(Supplied entries Opens)

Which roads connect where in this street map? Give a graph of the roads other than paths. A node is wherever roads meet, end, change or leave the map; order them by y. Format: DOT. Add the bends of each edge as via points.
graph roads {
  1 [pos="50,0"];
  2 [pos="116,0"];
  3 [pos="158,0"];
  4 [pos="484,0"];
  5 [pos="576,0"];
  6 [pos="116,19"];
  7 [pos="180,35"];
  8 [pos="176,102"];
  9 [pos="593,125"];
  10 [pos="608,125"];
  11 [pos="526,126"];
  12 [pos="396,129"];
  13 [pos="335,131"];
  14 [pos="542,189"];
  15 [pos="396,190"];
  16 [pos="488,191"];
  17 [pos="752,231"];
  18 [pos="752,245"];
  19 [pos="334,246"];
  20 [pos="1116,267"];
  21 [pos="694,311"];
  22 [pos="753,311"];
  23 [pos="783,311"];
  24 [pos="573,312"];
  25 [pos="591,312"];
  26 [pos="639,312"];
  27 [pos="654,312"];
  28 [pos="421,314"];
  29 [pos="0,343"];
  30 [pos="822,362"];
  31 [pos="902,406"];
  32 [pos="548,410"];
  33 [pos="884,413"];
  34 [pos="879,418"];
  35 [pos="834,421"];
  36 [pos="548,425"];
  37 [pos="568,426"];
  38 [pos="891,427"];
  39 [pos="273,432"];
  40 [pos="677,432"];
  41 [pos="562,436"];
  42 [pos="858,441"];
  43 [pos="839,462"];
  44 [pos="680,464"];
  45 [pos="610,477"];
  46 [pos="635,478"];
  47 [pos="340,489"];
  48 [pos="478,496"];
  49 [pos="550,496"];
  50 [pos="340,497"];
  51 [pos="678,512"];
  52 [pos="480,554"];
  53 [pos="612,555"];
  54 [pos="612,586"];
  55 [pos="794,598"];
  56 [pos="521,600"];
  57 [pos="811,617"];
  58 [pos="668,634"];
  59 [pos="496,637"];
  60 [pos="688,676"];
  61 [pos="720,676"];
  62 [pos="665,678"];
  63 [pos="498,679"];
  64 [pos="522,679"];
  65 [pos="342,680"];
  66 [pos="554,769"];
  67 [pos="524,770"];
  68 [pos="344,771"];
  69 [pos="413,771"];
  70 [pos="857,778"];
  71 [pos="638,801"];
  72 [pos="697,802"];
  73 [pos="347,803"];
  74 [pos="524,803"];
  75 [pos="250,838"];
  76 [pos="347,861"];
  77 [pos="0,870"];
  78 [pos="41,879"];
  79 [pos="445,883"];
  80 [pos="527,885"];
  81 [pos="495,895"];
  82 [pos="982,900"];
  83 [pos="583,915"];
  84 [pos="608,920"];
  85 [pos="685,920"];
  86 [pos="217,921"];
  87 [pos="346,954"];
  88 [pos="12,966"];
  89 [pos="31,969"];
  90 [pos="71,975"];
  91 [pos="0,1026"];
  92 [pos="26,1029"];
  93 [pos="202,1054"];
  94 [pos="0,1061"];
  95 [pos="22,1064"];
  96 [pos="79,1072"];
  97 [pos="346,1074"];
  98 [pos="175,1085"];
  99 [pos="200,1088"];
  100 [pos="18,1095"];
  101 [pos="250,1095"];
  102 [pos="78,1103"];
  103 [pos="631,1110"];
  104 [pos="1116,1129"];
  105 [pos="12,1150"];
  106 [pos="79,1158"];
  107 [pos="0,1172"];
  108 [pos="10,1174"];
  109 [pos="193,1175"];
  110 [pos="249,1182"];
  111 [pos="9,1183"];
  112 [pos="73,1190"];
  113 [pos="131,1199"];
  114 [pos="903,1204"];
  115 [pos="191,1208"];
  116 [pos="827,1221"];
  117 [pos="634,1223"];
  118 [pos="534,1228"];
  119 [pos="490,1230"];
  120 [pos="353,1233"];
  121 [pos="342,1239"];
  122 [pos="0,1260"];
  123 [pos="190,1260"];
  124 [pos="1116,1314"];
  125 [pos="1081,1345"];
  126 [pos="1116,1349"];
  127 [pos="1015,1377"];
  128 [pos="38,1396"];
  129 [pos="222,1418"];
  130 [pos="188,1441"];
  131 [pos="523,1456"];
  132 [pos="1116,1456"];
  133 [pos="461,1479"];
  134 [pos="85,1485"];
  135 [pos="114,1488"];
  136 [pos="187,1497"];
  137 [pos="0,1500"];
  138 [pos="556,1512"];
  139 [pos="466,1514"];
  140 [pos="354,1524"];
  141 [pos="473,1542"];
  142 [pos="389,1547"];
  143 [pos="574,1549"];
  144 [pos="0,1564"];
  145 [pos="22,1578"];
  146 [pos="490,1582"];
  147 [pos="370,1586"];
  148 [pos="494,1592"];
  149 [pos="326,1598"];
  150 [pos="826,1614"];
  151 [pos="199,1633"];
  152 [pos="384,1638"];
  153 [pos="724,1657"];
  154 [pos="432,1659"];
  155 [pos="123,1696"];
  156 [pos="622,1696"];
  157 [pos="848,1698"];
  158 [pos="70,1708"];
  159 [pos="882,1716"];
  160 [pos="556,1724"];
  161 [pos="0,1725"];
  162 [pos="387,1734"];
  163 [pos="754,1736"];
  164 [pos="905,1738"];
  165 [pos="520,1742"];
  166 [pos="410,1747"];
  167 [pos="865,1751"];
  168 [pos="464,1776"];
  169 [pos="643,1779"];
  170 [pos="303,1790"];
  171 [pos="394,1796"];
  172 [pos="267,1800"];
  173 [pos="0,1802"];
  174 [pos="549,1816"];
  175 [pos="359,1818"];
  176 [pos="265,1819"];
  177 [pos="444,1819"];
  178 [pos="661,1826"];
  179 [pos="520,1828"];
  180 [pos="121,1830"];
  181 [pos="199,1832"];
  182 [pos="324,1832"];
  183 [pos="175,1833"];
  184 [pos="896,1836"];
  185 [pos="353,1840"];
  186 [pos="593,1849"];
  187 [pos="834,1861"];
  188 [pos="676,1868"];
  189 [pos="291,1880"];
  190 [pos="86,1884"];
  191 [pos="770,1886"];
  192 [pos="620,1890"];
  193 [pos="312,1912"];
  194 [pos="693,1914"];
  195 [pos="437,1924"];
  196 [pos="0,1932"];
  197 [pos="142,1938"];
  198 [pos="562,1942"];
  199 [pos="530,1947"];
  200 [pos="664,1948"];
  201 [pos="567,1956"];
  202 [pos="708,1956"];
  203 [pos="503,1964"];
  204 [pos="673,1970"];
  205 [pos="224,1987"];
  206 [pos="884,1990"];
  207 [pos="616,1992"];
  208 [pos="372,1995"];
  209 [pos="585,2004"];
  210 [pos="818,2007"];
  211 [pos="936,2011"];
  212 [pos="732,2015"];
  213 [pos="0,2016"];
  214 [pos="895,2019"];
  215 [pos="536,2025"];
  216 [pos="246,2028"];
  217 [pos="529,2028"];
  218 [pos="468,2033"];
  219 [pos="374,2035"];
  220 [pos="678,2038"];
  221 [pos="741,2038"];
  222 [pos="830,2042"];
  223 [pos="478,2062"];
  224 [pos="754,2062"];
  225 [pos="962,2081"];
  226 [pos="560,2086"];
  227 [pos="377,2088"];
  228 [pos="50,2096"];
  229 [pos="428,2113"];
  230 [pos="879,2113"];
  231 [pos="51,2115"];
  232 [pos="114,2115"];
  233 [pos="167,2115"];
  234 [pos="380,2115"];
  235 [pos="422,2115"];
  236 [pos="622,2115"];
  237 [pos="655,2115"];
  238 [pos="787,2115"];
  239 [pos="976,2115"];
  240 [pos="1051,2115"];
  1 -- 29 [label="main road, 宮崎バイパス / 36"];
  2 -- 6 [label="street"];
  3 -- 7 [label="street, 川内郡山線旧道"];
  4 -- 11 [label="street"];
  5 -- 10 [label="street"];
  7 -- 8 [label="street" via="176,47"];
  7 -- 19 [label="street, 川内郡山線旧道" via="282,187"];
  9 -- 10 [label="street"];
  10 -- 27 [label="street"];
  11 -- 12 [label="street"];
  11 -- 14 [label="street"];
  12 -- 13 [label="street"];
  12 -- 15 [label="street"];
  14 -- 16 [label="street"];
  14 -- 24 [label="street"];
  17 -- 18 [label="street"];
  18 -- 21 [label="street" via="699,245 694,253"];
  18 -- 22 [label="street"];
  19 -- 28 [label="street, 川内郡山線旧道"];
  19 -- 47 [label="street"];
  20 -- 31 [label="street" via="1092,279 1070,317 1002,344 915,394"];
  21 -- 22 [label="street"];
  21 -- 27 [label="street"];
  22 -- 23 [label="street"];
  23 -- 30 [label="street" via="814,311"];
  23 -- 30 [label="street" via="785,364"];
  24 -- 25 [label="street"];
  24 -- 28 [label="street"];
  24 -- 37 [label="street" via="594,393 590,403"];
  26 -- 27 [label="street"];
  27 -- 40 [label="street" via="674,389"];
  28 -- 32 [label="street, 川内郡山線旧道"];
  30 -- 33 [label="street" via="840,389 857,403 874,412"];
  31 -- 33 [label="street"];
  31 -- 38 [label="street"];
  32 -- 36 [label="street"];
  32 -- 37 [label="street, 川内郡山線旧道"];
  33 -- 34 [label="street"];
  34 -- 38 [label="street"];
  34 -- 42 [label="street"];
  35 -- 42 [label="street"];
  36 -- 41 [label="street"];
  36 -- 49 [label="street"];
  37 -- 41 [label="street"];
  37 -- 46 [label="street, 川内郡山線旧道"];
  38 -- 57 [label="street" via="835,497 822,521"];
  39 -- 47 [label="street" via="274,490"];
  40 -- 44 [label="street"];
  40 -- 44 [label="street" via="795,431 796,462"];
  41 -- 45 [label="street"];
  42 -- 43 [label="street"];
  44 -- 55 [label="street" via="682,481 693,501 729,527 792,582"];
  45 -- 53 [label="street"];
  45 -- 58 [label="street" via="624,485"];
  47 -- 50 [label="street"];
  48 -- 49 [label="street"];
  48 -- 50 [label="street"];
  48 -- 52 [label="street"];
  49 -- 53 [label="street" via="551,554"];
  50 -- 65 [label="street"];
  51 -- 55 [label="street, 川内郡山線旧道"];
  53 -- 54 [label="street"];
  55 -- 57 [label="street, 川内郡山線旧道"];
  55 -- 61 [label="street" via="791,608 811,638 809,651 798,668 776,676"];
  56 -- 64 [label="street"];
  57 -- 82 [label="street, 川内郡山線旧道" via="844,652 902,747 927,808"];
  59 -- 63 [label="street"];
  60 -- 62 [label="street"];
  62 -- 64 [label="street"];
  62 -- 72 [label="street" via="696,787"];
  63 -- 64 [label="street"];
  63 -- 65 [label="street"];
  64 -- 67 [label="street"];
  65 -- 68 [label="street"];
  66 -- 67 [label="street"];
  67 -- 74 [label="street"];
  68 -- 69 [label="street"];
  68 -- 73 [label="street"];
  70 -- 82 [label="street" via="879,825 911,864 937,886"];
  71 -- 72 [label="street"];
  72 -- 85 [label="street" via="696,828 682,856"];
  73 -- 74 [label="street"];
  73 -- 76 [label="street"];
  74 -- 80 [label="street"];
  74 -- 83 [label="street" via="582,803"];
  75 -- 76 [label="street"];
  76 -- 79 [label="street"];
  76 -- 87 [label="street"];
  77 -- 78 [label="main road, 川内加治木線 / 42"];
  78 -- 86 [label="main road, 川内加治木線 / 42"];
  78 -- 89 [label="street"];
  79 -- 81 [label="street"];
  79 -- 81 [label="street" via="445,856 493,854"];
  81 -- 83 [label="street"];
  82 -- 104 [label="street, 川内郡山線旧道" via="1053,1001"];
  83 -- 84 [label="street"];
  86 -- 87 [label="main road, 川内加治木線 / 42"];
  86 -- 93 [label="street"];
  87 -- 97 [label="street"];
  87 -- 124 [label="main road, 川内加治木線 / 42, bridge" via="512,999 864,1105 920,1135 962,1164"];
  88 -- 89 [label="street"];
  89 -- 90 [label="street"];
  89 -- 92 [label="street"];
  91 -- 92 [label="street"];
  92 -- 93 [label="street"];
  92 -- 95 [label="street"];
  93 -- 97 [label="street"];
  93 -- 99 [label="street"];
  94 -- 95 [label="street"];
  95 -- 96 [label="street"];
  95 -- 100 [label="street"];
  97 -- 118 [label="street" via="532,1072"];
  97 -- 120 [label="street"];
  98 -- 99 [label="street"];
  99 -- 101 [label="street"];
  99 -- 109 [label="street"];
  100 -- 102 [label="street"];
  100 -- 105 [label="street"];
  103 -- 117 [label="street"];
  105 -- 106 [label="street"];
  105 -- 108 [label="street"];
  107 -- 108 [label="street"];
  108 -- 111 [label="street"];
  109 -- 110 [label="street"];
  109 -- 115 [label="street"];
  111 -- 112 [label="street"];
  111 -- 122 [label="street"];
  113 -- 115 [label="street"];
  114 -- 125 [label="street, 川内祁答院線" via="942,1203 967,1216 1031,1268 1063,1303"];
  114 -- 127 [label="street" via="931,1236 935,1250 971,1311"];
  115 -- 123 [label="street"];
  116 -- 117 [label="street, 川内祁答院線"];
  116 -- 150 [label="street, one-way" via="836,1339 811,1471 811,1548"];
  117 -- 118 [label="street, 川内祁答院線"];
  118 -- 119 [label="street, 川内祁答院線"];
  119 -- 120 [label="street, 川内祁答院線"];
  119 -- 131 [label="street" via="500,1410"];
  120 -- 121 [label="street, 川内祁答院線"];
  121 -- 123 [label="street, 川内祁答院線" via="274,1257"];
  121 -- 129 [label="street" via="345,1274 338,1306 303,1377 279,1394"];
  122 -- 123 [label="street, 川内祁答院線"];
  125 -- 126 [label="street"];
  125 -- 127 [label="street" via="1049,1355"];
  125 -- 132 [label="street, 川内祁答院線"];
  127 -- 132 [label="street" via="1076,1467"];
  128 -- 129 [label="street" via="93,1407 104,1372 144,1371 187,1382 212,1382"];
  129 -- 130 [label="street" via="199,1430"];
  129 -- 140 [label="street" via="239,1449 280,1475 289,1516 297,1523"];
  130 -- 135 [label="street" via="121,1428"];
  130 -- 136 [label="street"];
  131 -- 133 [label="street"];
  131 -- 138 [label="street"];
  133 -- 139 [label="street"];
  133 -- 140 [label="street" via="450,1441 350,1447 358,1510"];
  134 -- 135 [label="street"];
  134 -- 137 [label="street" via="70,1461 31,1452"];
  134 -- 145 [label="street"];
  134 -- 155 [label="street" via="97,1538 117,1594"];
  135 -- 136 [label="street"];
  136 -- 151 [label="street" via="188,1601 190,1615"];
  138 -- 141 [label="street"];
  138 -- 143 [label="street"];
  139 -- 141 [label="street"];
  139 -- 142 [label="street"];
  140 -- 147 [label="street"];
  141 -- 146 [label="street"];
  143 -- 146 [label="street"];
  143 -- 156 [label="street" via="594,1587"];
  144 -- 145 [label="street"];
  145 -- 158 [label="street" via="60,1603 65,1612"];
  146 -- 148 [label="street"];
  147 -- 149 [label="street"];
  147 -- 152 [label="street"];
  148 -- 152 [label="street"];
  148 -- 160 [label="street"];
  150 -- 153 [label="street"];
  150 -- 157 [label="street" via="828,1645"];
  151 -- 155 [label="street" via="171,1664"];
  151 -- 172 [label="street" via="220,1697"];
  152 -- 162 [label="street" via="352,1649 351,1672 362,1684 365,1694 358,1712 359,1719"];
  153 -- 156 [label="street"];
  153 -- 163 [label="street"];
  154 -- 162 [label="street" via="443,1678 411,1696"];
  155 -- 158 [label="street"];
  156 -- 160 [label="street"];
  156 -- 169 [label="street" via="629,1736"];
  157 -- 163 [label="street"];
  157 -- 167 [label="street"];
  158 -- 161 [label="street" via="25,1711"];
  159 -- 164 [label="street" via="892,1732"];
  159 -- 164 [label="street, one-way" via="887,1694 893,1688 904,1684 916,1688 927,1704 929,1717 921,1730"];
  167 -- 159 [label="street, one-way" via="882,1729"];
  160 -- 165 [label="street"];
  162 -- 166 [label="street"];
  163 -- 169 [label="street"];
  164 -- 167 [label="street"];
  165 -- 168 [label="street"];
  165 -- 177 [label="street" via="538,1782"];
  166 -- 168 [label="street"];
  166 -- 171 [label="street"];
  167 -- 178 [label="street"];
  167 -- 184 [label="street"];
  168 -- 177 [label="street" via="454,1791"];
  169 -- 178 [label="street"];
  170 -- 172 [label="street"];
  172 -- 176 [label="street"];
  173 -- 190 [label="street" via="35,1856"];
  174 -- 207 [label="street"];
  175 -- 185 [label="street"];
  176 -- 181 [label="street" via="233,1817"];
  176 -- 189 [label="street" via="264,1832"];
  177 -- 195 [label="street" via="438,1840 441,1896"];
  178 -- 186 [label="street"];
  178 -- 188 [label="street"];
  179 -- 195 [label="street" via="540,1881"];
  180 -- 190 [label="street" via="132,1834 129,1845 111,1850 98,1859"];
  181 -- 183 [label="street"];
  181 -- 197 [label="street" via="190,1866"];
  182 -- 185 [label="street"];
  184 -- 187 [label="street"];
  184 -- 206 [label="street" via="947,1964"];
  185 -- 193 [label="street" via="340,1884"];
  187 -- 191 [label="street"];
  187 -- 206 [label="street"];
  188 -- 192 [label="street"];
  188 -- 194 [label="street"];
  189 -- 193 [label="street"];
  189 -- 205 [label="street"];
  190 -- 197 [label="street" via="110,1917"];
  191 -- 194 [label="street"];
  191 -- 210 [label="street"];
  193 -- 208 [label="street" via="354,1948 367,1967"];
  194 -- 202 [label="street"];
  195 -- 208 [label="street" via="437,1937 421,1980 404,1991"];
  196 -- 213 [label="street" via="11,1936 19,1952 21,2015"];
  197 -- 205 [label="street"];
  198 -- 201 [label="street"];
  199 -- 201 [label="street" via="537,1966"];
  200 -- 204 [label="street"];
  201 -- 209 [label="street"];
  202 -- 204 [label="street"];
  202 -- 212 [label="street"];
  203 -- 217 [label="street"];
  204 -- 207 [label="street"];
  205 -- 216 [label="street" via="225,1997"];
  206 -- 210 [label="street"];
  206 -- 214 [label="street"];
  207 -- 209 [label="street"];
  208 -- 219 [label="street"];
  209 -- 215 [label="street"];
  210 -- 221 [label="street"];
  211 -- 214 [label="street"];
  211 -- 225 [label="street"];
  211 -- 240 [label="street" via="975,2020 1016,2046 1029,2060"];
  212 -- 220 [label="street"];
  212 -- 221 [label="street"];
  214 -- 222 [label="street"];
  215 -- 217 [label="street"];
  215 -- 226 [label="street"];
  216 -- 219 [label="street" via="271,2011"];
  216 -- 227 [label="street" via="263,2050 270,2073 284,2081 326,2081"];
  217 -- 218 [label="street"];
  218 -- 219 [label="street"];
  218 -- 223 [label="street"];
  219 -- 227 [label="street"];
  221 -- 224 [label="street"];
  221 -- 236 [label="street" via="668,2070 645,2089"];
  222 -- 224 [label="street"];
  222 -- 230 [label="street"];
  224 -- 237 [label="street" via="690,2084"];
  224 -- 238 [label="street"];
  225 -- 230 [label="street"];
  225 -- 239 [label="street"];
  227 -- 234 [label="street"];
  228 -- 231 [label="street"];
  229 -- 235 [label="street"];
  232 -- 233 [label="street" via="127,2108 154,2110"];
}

(Supplied entries Closes)

Exercise
Only lines with the string "roads" belong in the answer; copy each of them from the listing.

Solution for this exercise
Which roads connect where in this street map? Give a graph of the roads other than paths. A node is wherever roads meet, end, change or leave the map; order them by y. Format: DOT. Add the bends of each edge as via points.
graph roads {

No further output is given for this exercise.